# Exterior Light (Awning ?) Any Recommendations?



## Ian_n_Suzy (Feb 15, 2009)

Hi,

I intend to fit an external 12v Light to the outside of the Van for when we are sat outside. I have already changed all the Interior Halogen type bulbs in preference of LED bulbs. I have left 3 Fluorescent types for when we are on EHU or not overly concerned about battery conservation.

I want a bright but economical exterior light, that won't require anything more than a small hole for the wiring (i.e flush fitting & with access for bulb replacement from outside).

Any ideas or pointers in the right direction would be appreciated.

CHEERS


----------



## chapter (May 1, 2005)

i fitted one of these
chapter


----------



## Ian_n_Suzy (Feb 15, 2009)

chapter said:


> i fitted one of these
> chapter


Hi,

I have just been looking at these (there seem to be a few different versions, made by Labcraft).

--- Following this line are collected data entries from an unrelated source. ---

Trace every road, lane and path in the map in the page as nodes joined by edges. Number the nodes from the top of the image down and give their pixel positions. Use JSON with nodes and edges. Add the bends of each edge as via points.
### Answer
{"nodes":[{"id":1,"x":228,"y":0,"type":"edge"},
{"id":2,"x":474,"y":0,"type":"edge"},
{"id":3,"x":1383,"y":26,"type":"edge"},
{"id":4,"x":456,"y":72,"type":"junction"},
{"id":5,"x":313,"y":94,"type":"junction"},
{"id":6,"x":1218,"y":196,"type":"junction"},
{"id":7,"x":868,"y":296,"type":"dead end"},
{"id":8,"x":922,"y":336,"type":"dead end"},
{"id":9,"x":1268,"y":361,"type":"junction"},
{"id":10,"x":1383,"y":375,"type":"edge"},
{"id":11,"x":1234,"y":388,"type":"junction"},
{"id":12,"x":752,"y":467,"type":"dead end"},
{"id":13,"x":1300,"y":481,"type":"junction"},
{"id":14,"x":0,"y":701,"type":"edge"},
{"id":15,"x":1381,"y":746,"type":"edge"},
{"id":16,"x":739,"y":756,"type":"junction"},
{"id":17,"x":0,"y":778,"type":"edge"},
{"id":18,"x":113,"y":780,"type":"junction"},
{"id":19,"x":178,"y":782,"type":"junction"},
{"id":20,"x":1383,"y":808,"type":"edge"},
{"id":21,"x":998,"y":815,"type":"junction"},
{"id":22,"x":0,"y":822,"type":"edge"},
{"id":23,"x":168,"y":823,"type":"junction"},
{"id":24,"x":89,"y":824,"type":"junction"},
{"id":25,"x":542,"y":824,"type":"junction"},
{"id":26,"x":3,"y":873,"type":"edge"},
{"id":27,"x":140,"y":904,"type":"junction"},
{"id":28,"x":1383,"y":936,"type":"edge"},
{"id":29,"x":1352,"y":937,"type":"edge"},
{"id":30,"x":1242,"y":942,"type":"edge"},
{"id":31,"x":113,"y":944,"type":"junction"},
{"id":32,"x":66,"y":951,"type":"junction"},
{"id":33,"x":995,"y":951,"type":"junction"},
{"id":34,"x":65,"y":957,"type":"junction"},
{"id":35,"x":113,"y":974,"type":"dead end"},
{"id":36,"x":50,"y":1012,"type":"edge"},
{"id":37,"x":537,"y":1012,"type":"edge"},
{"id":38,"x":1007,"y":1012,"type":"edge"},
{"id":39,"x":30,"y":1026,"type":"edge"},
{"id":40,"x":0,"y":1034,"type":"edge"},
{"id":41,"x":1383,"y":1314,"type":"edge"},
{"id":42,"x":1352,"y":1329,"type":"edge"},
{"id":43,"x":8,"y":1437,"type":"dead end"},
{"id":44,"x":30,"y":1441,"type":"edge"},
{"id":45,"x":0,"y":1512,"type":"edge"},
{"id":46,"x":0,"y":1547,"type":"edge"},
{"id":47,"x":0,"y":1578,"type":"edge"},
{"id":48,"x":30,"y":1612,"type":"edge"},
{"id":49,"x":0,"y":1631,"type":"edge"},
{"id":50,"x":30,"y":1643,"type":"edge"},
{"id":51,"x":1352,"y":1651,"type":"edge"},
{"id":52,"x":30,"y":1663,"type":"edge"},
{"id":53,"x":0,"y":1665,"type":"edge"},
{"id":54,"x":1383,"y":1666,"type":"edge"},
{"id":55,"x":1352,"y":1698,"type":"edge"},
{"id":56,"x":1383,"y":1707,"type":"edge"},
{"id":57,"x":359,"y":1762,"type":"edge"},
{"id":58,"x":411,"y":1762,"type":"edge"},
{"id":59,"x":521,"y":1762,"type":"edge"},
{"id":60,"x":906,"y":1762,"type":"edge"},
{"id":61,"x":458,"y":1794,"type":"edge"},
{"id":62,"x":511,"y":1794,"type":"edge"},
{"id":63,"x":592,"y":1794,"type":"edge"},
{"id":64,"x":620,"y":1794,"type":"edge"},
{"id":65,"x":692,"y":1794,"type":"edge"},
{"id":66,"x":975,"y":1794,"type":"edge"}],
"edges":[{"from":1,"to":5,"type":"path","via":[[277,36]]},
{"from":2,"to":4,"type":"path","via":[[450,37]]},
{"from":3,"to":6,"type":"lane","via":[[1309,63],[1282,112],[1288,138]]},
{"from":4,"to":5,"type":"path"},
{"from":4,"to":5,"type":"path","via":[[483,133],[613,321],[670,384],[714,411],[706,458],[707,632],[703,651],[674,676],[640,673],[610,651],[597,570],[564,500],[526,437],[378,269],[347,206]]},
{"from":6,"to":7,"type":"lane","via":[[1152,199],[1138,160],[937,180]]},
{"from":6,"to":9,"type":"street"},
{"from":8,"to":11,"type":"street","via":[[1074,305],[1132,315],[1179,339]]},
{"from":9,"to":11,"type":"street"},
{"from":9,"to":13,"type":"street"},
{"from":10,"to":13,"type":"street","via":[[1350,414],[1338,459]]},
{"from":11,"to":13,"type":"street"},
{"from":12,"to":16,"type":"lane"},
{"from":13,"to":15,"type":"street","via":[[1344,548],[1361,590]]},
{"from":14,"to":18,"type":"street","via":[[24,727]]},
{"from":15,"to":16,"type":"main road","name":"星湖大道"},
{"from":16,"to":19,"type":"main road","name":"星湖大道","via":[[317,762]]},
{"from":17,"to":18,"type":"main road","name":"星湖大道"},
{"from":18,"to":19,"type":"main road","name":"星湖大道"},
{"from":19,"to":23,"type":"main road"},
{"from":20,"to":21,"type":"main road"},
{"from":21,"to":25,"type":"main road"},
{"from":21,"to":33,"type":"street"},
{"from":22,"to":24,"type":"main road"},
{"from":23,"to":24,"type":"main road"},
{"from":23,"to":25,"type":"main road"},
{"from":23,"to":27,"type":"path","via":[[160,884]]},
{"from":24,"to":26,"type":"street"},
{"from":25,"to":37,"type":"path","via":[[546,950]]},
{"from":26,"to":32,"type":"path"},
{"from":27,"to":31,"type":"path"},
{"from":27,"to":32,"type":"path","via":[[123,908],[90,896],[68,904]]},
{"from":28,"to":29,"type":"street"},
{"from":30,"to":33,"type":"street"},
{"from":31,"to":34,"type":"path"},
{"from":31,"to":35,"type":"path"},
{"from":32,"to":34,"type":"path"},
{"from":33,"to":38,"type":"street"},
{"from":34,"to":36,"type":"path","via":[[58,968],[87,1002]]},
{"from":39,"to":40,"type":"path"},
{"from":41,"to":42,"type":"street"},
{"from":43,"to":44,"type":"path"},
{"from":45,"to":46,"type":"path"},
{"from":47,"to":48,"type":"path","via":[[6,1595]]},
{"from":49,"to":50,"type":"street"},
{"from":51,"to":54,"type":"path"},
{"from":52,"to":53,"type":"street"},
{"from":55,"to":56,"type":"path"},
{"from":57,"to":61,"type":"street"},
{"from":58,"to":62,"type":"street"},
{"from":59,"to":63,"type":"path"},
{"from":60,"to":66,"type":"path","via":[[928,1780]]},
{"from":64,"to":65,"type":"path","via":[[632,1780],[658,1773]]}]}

The advert I read reckons "it will light up a 4m Safari Room", in your experience are they bright enough for exterior lighting? Does the light carry far enough? Having fitted Interior LED`s I am aware that they don't give quite the same sort of light out, and I am concerned that this may be more noticable outside?

Thanks for the input.


----------



## DiscoDave (Aug 25, 2008)

on my last van i had a set of normal car running lights on the bottom of the awning cassette, but i had replaced the 55w halogen lamps with an LED replacement from ebay. they worked exceptionally well, it's on the list for an addition to the new van when i've got the important stuff sorted, oven, swivels and tv aerial to name a few to start!


----------



## chapter (May 1, 2005)

there are 30 LED's in the strip and they are very bright, when we rally we place 2 van rollout awnings together and it will light up the 2 pitches 
chapter


----------



## chapter (May 1, 2005)

if its any help this was taken without a flash


----------



## chapter (May 1, 2005)

sorry no pic i'll take another and try again
chapter


----------



## sallytrafic (Jan 17, 2006)

I've fitted the same as Chapter and would recommend it. Three holes two for screws and one for the cable, all hidden. Only 2W and I was willing to put up with it not being that bright but was pleasantly surprised at how bright it was. I had to mount it quite high and on the backward sloping part of the van so its main 'beam' is a bit further out from the side than I would have liked.


----------



## Ian_n_Suzy (Feb 15, 2009)

Hi,

Thanks for all the info regarding the Labcraft Astro (I have just ordered one).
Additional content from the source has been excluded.